Step aside, Chrome, for Squirrelfish Extreme

by Stephen Shankland

Just about every browser out there now is trying to grab the crown for fastest performance for running JavaScript, the programming language that powers many increasingly sophisticated Web-based applications. The latest development is from the programmers behind Apple's Safari.

Mozilla bragged earlier this month about TraceMonkey, a new JavaScript engine due to ship in Firefox 3.1 near the end of 2008. Next came Google's Chrome, a leading feature of which is the performance of its V8 JavaScript engine. Now the WebKit programmers, whose open-source code is used in Apple's Safari browser and the Konqueror browser of the KDE interface software sometimes used on Linux systems, have a new version of their JavaScript technology.

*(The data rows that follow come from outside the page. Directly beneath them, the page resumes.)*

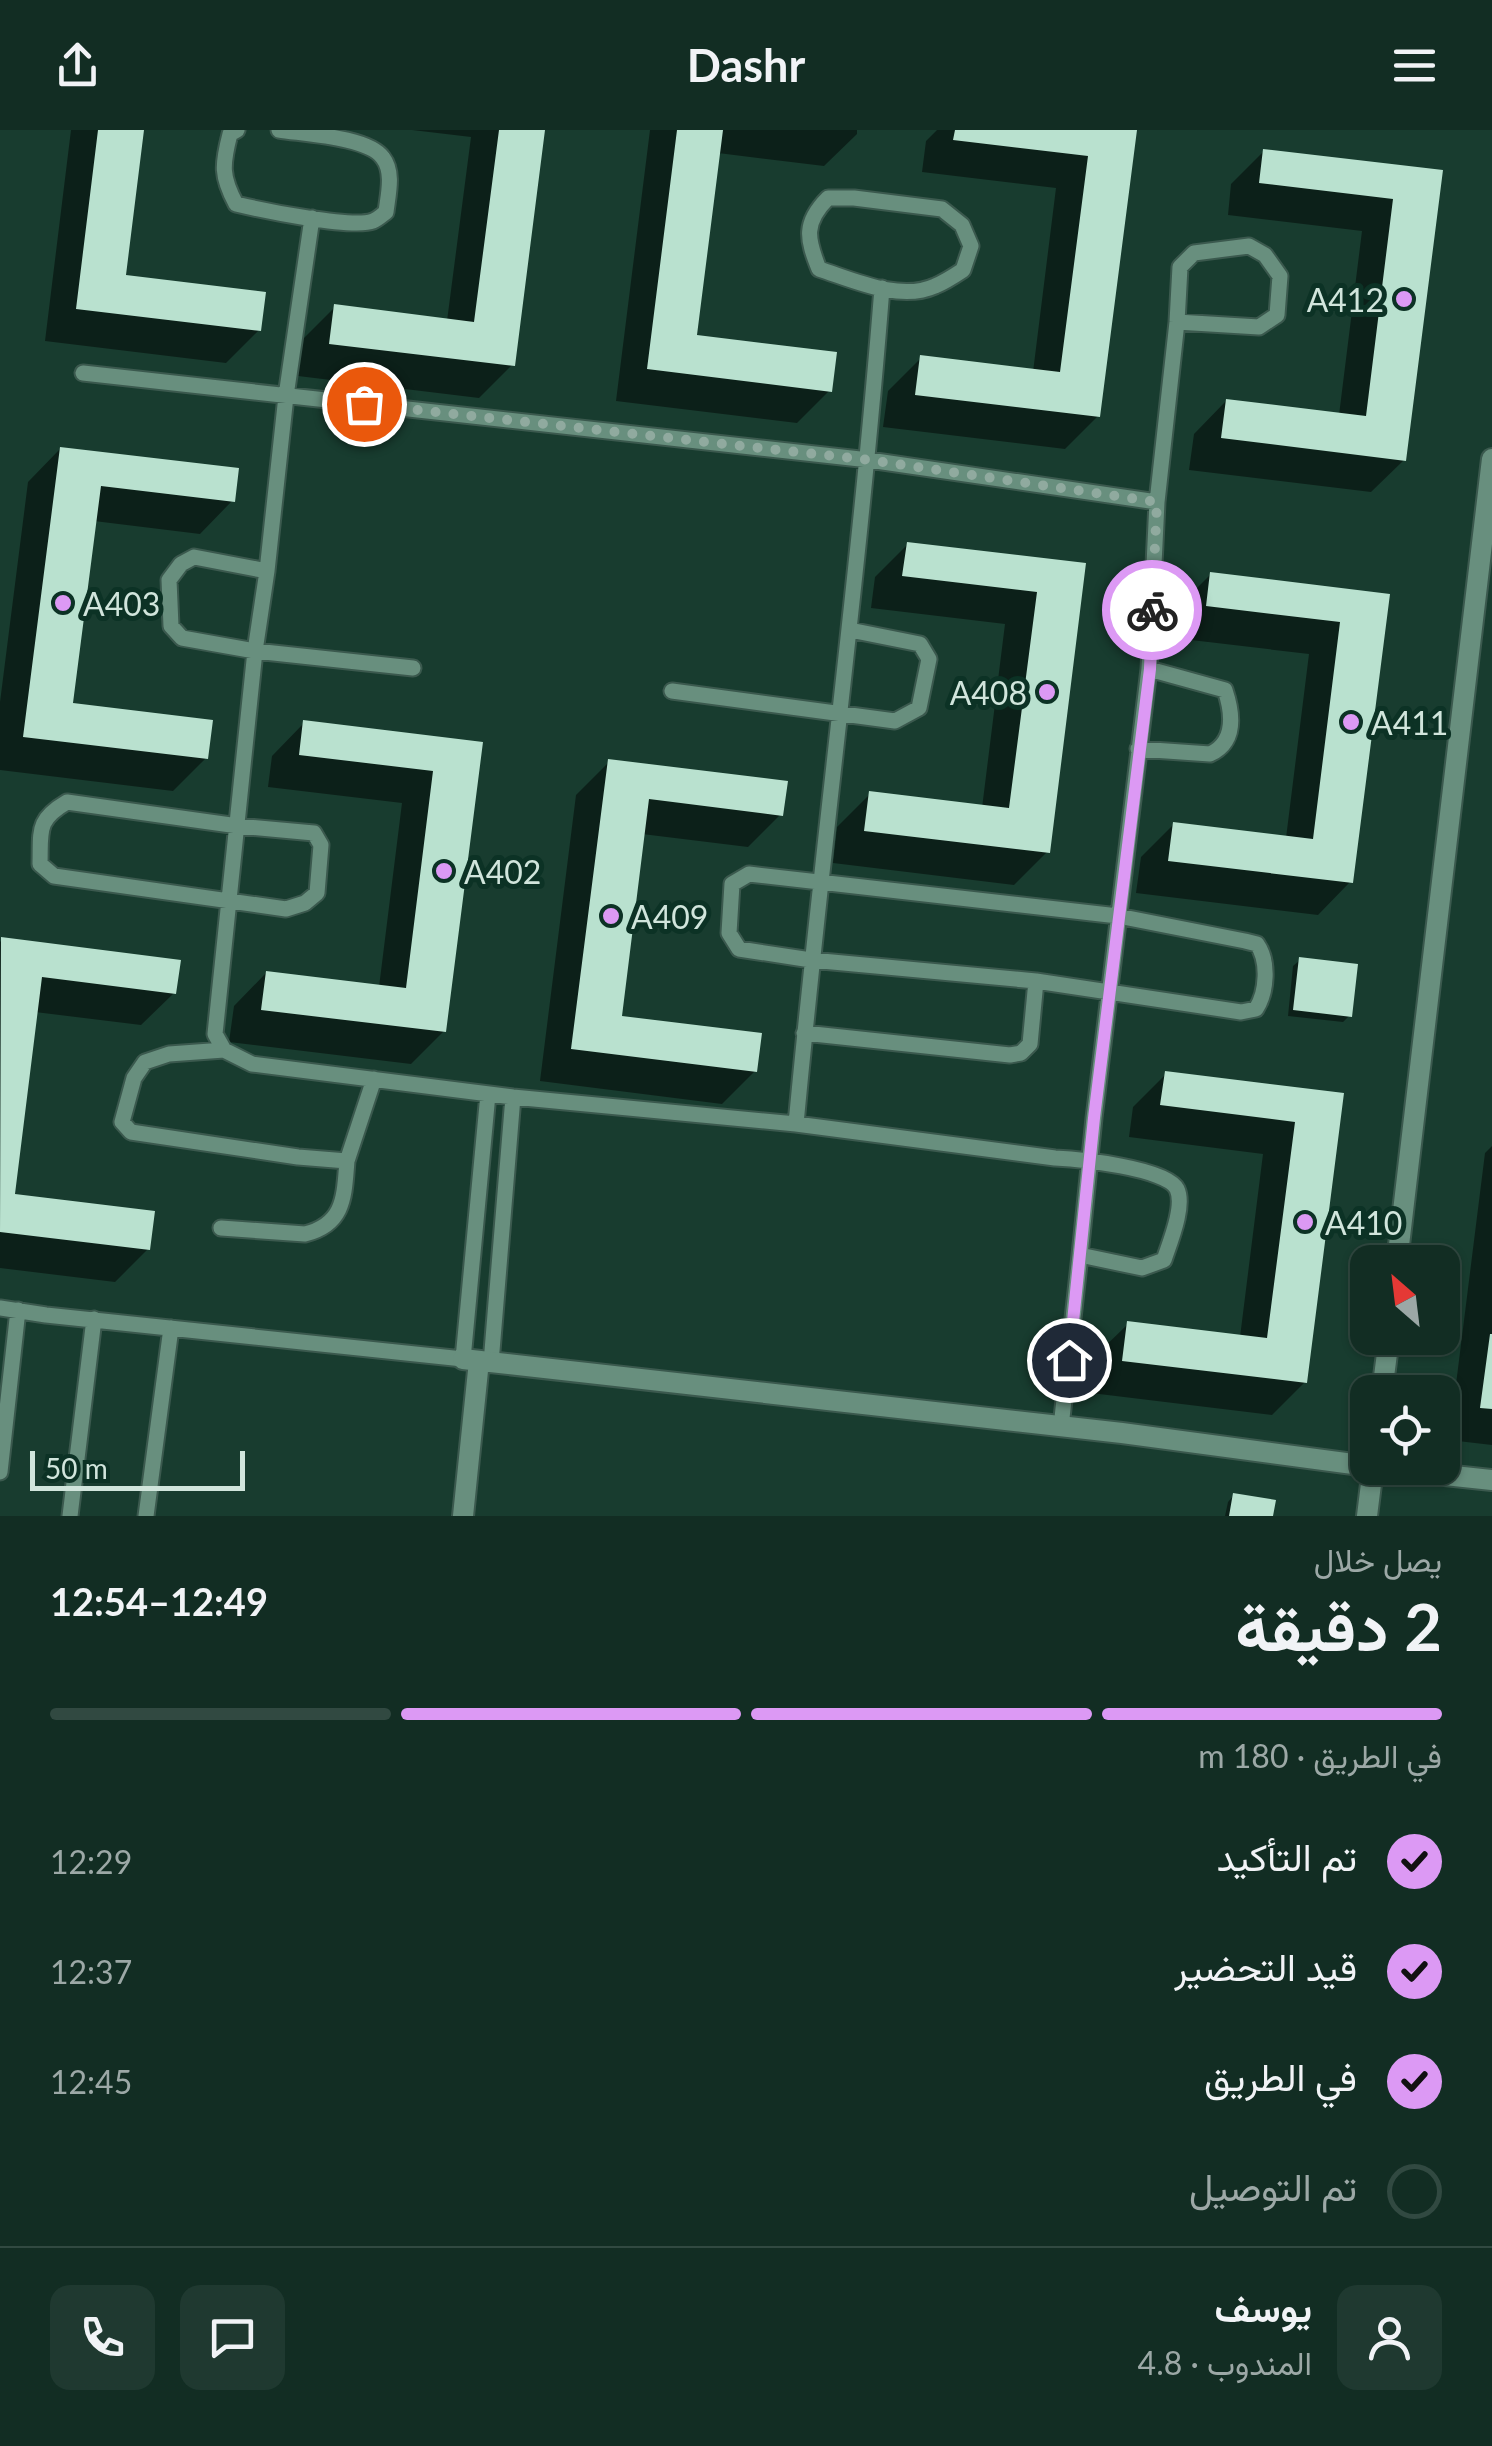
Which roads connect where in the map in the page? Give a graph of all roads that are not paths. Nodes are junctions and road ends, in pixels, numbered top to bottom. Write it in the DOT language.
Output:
graph roads {
  1 [pos="238,130"];
  2 [pos="279,130"];
  3 [pos="312,218"];
  4 [pos="882,288"];
  5 [pos="1178,322"];
  6 [pos="83,373"];
  7 [pos="286,396"];
  8 [pos="1492,459"];
  9 [pos="869,460"];
  10 [pos="1157,502"];
  11 [pos="267,572"];
  12 [pos="850,630"];
  13 [pos="255,651"];
  14 [pos="413,668"];
  15 [pos="1150,669"];
  16 [pos="672,691"];
  17 [pos="841,712"];
  18 [pos="1138,748"];
  19 [pos="238,826"];
  20 [pos="822,883"];
  21 [pos="229,902"];
  22 [pos="1118,916"];
  23 [pos="811,960"];
  24 [pos="1036,981"];
  25 [pos="1111,992"];
  26 [pos="804,1033"];
  27 [pos="224,1050"];
  28 [pos="374,1079"];
  29 [pos="488,1094"];
  30 [pos="513,1097"];
  31 [pos="796,1124"];
  32 [pos="1091,1159"];
  33 [pos="347,1162"];
  34 [pos="221,1228"];
  35 [pos="1400,1245"];
  36 [pos="1080,1255"];
  37 [pos="0,1308"];
  38 [pos="18,1310"];
  39 [pos="94,1320"];
  40 [pos="171,1328"];
  41 [pos="478,1361"];
  42 [pos="1061,1427"];
  43 [pos="1350,1464"];
  44 [pos="0,1472"];
  45 [pos="1460,1477"];
  46 [pos="1492,1480"];
  47 [pos="1371,1485"];
  48 [pos="70,1516"];
  49 [pos="146,1516"];
  50 [pos="462,1516"];
  51 [pos="1367,1516"];
  1 -- 3 [label="lane"];
  2 -- 3 [label="lane"];
  3 -- 7 [label="lane"];
  4 -- 4 [label="lane"];
  4 -- 9 [label="lane"];
  5 -- 5 [label="lane"];
  5 -- 10 [label="lane"];
  6 -- 7 [label="lane"];
  7 -- 9 [label="lane"];
  7 -- 11 [label="lane"];
  8 -- 35 [label="street"];
  9 -- 10 [label="lane"];
  9 -- 12 [label="lane"];
  10 -- 15 [label="lane"];
  11 -- 13 [label="lane"];
  11 -- 13 [label="lane"];
  12 -- 17 [label="lane"];
  12 -- 17 [label="lane"];
  13 -- 14 [label="lane"];
  13 -- 19 [label="lane"];
  15 -- 18 [label="lane"];
  15 -- 18 [label="lane"];
  16 -- 17 [label="lane"];
  17 -- 20 [label="lane"];
  18 -- 22 [label="lane"];
  19 -- 21 [label="lane"];
  19 -- 21 [label="lane"];
  19 -- 21 [label="lane"];
  20 -- 22 [label="lane"];
  20 -- 23 [label="lane"];
  20 -- 23 [label="lane"];
  21 -- 27 [label="lane"];
  22 -- 25 [label="lane"];
  22 -- 25 [label="lane"];
  23 -- 24 [label="lane"];
  23 -- 26 [label="lane"];
  24 -- 25 [label="lane"];
  24 -- 26 [label="lane"];
  25 -- 32 [label="lane"];
  26 -- 31 [label="lane"];
  27 -- 28 [label="lane"];
  27 -- 33 [label="lane"];
  28 -- 29 [label="lane"];
  28 -- 33 [label="lane"];
  29 -- 30 [label="lane"];
  29 -- 41 [label="lane"];
  30 -- 31 [label="lane"];
  30 -- 41 [label="lane"];
  31 -- 32 [label="lane"];
  32 -- 36 [label="lane"];
  32 -- 36 [label="lane"];
  33 -- 34 [label="lane"];
  36 -- 42 [label="lane"];
  37 -- 38 [label="lane"];
  38 -- 39 [label="lane"];
  38 -- 44 [label="lane"];
  39 -- 40 [label="lane"];
  39 -- 48 [label="lane"];
  40 -- 41 [label="lane"];
  40 -- 49 [label="lane"];
  41 -- 42 [label="street"];
  41 -- 50 [label="street"];
  42 -- 43 [label="street"];
  45 -- 46 [label="street"];
  47 -- 51 [label="street"];
}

It's called Squirrelfish Extreme, and the WebKit programmers said Thursday in a blog posting that it's more than twice as fast as the first-generation Squirrelfish announced in June and more than three times faster than the current WebKit 3.1 version. They based their conclusions on one benchmark, SunSpider.

"SquirrelFish Extreme uses more advanced techniques, including fast native code generation, to deliver even more JavaScript performance," the programmers said.

For details of Squirrelfish's techniques--bytecode optimization, a polymorphic inline cache, a context-threaded just-in-time compiler, and a regular expression just-in-time compiler--check the WebKit blog.

Charles Ying also performed SunSpider tests that showed Squirrelfish beating Google's V8 and Mozilla's Tracemonkey on a 2.4GHz iMac.

WebKit's SquirrelFish Extreme is faster than its three-month-old predecessor.

WebKit's SquirrelFish Extreme is faster than its three-month-old predecessor on the SunSpider JavaScript benchmark.

(Credit: WebKit)

Stephen Shankland writes about a wide range of technology and products, but has a particular focus on browsers and digital photography. He joined CNET News in 1998 and since then also has covered Google, Yahoo, servers, supercomputing, Linux and open-source software, and science. E-mail Stephen, or follow him on Twitter at http://www.twitter.com/stshank.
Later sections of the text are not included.